К концу своего отпуска Тата совсем отупела от жары и большую часть времени проводит с Лялечкой дома, в гулкой квартире на площади
Восстания, которую Елене Васильевне Котовой вернули на волне кампании “Совесть без границ” как дочери незаконно репрессированного. Они пьют наливочку и чай со льдом, похожие, как две белые кошки – молодая и старая. Как и следует белым кошкам, обе глухи. Поэтому Лялечка неутомимо рассказывает Тате о своей жизни, о дружбе с ее отцом и о своем отце – секретном конструкторе истребителей Василии Котове. Совместно с инженером Баем они разработали модель управляемого с земли беспилотного истребителя и между собой называли его “КОБА” – за что обоих и расстреляли, а чертежи уничтожили. Лялечка уносится в память о войне и о своем муже, пропавшем без вести в ополчении. Как ждала его много лет, а потом состарилась и стала святой. Она без устали перебирает желтые кружева подробностей, история шумит вокруг ее белой головы, наполняя комнату голубиным хлопаньем крыльев, но радар Таты пеленгует иные сигналы… Мурлычет, свернувшись в кресле, старая белая кошка, прижмурив голубые глаза. Внезапно штормовой порыв ветра с треском и звоном выбитых стекол врывается в комнату. Валится от сквозняка посуда с полок, и сорванная ураганом занавеска цепляется за большое зеркало в резной раме, облепив его, как будто в комнате – покойник.
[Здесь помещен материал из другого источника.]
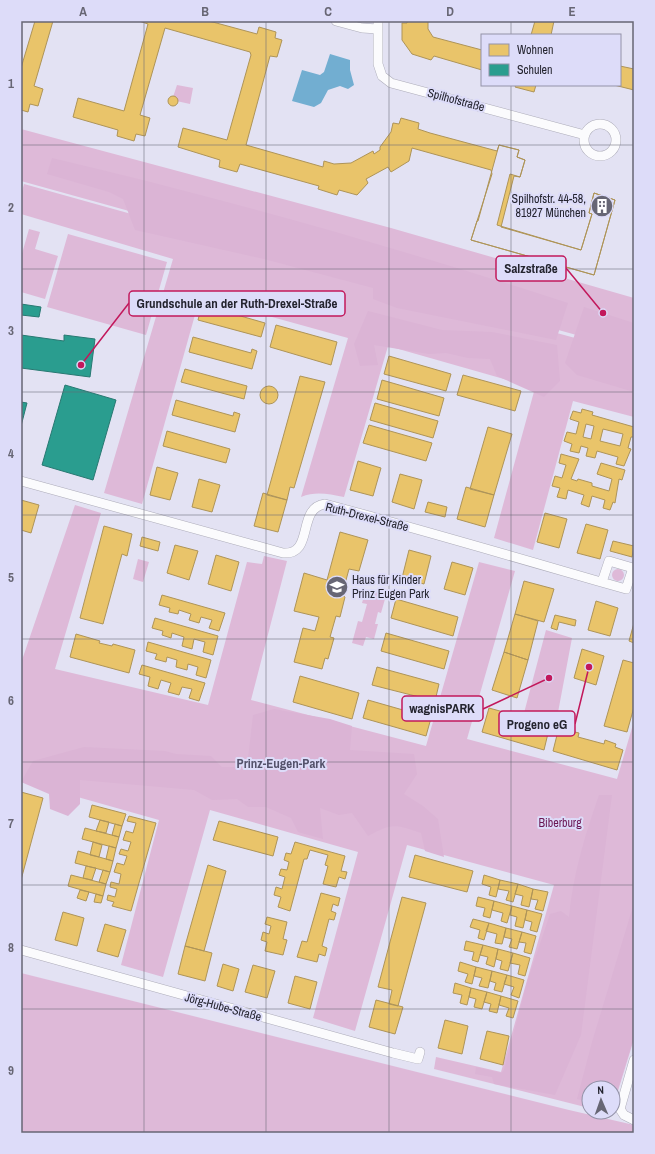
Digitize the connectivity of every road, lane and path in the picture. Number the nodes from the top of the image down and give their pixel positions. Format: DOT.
graph roads {
  1 [pos="336,21"];
  2 [pos="378,25"];
  3 [pos="585,135"];
  4 [pos="21,482"];
  5 [pos="602,582"];
  6 [pos="21,950"];
  7 [pos="420,1052"];
  8 [pos="634,1060"];
  9 [pos="634,1120"];
  1 -- 2 [label="street"];
  2 -- 3 [label="street, Spilhofstraße"];
  4 -- 5 [label="street, Ruth-Drexel-Straße"];
  6 -- 7 [label="street, Jörg-Hube-Straße"];
  8 -- 9 [label="street"];
}
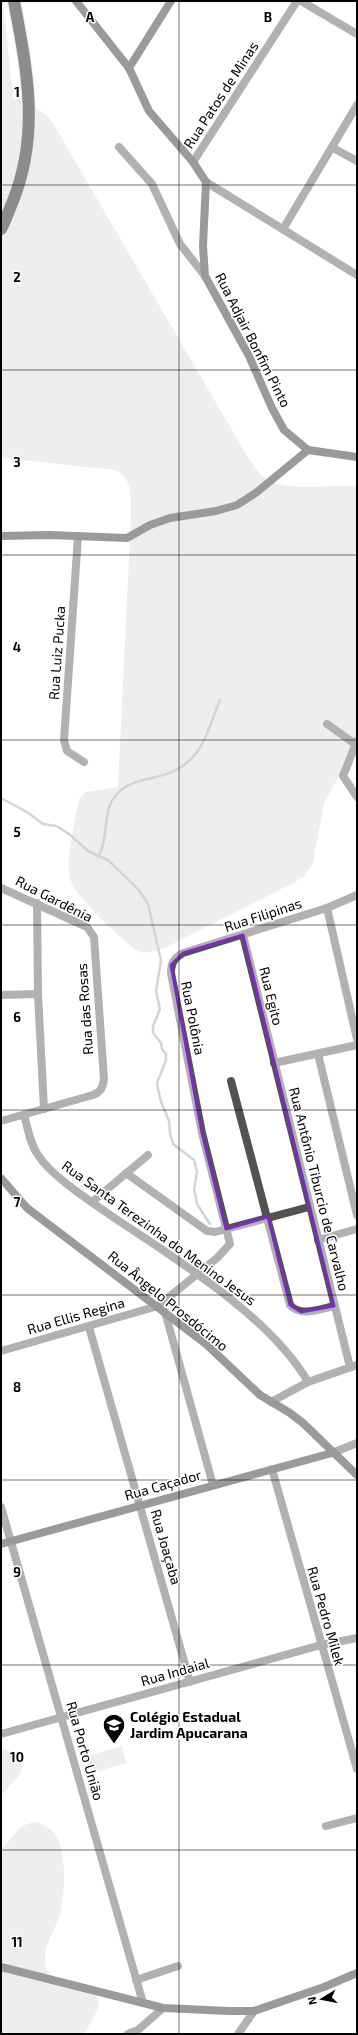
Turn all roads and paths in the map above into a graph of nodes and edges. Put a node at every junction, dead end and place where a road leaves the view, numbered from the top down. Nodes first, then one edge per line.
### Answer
1 (14, 1) edge
2 (76, 1) edge
3 (171, 1) edge
4 (297, 1) edge
5 (302, 1) edge
6 (357, 34) edge
7 (128, 68) junction
8 (357, 105) edge
9 (119, 147) dead end
10 (333, 148) junction
11 (357, 161) edge
12 (194, 162) junction
13 (206, 182) junction
14 (1, 229) edge
15 (282, 230) junction
16 (357, 275) edge
17 (205, 276) junction
18 (308, 450) junction
19 (357, 457) edge
20 (1, 536) edge
21 (78, 536) junction
22 (327, 724) dead end
23 (356, 743) edge
24 (84, 762) dead end
25 (357, 797) edge
26 (1, 888) edge
27 (357, 895) edge
28 (37, 903) junction
29 (327, 908) junction
30 (242, 935) junction
31 (94, 937) joint
32 (176, 958) joint
33 (38, 994) junction
34 (1, 995) edge
35 (357, 1038) edge
36 (357, 1045) edge
37 (318, 1054) junction
38 (274, 1063) junction
39 (231, 1082) dead end
40 (44, 1109) junction
41 (24, 1115) junction
42 (1, 1121) edge
43 (148, 1155) dead end
44 (126, 1173) junction
45 (1, 1178) edge
46 (92, 1202) junction
47 (309, 1207) junction
48 (357, 1215) edge
49 (268, 1217) junction
50 (357, 1229) edge
51 (226, 1230) junction
52 (318, 1240) junction
53 (197, 1274) junction
54 (158, 1306) junction
55 (334, 1306) junction
56 (165, 1312) junction
57 (90, 1327) junction
58 (1, 1351) edge
59 (353, 1366) edge
60 (308, 1382) junction
61 (271, 1402) junction
62 (357, 1443) edge
63 (332, 1452) junction
64 (272, 1469) junction
65 (357, 1474) edge
66 (213, 1485) junction
67 (141, 1506) junction
68 (1, 1507) edge
69 (10, 1541) junction
70 (1, 1544) edge
71 (357, 1638) edge
72 (320, 1645) junction
73 (190, 1682) junction
74 (62, 1718) junction
75 (1, 1734) edge
76 (357, 1769) edge
77 (357, 1818) edge
78 (326, 1826) dead end
79 (178, 1966) dead end
80 (1, 1967) edge
81 (357, 1973) edge
82 (136, 1980) junction
83 (143, 2003) junction
84 (163, 2008) junction
85 (254, 2010) junction
86 (140, 2032) edge
87 (128, 2034) edge
88 (238, 2034) edge

1 - 14 highway
2 - 7 street
3 - 7 street
4 - 12 street, Rua Patos de Minas
5 - 6 street
7 - 12 street
8 - 10 street
9 - 17 street
10 - 11 street
10 - 15 street
12 - 13 street
13 - 15 street
13 - 17 street, Rua Adjair Bonfim Pinto
15 - 16 street
17 - 18 street, Rua Adjair Bonfim Pinto
18 - 19 street
18 - 21 street
20 - 21 street
21 - 24 street, Rua Luiz Pucka
22 - 23 street
23 - 25 street
26 - 28 street, Rua Gardênia
27 - 29 street, Rua Filipinas
28 - 31 street, Rua Gardênia
28 - 33 street
29 - 30 street, Rua Filipinas
29 - 35 street
30 - 32 street, Rua Filipinas
30 - 38 street, Rua Egito
31 - 40 street, Rua das Rosas
32 - 51 street, Rua Polônia
33 - 34 street
33 - 40 street
36 - 37 street
37 - 38 street
37 - 48 street
38 - 47 street, Rua Antônio Tiburcio de Carvalho
39 - 49 street
40 - 41 street
41 - 42 street
41 - 46 street, Rua Santa Terezinha do Menino Jesus
43 - 44 street
44 - 46 street
44 - 51 street
45 - 54 street, Rua Ângelo Prosdócimo
46 - 53 street, Rua Santa Terezinha do Menino Jesus
47 - 49 street
47 - 52 street, Rua Antônio Tiburcio de Carvalho
49 - 51 street
49 - 55 street
50 - 52 street
51 - 53 street, Rua Polônia
52 - 55 street, Rua Antônio Tiburcio de Carvalho
53 - 54 street
53 - 60 street, Rua Santa Terezinha do Menino Jesus
54 - 56 street, Rua Ângelo Prosdócimo
54 - 57 street, Rua Ellis Regina
55 - 59 street, Rua Antônio Tiburcio de Carvalho
56 - 61 street, Rua Ângelo Prosdócimo
56 - 66 street
57 - 58 street, Rua Ellis Regina
57 - 67 street, Rua Joaçaba
59 - 60 street
60 - 61 street
61 - 63 street, Rua Ângelo Prosdócimo
62 - 63 street
63 - 64 street, Rua Caçador
63 - 65 street, Rua Ângelo Prosdócimo
64 - 66 street, Rua Caçador
64 - 72 street, Rua Pedro Milek
66 - 67 street, Rua Caçador
67 - 69 street, Rua Caçador
67 - 73 street, Rua Joaçaba
68 - 69 street, Rua Porto União
69 - 70 street, Rua Caçador
69 - 74 street, Rua Porto União
71 - 72 street, Rua Indaial
72 - 73 street, Rua Indaial
72 - 76 street, Rua Pedro Milek
73 - 74 street, Rua Indaial
74 - 75 street, Rua Indaial
74 - 82 street, Rua Porto União
77 - 78 street
79 - 82 street
80 - 83 street
81 - 85 street
82 - 83 street, Rua Porto União
83 - 84 street
84 - 85 street
84 - 86 street
85 - 88 street
86 - 87 street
Словно тени облученных мушек, запаянные в янтарь, падают со стен фотографии в застекленных рамках, раня осколками тени теней.
Испуганная кошка поднимается в своем кресле на задние лапки, передними опираясь о тугой столб ветра. И ветер легко подхватывает хрупкое пушистое тело и, держа его распластанным на огромной своей ладони, выносит в окно. И кошка летит, отсвечивая белым серебром, с ураганной скоростью 54 метра в секунду летит на запад, по воздушному коридору Красная Пресня – Париж, и таращит в изумлении и сладком ужасе свои голубые глаза, свесив мечтательную голову вниз с ладони ветра.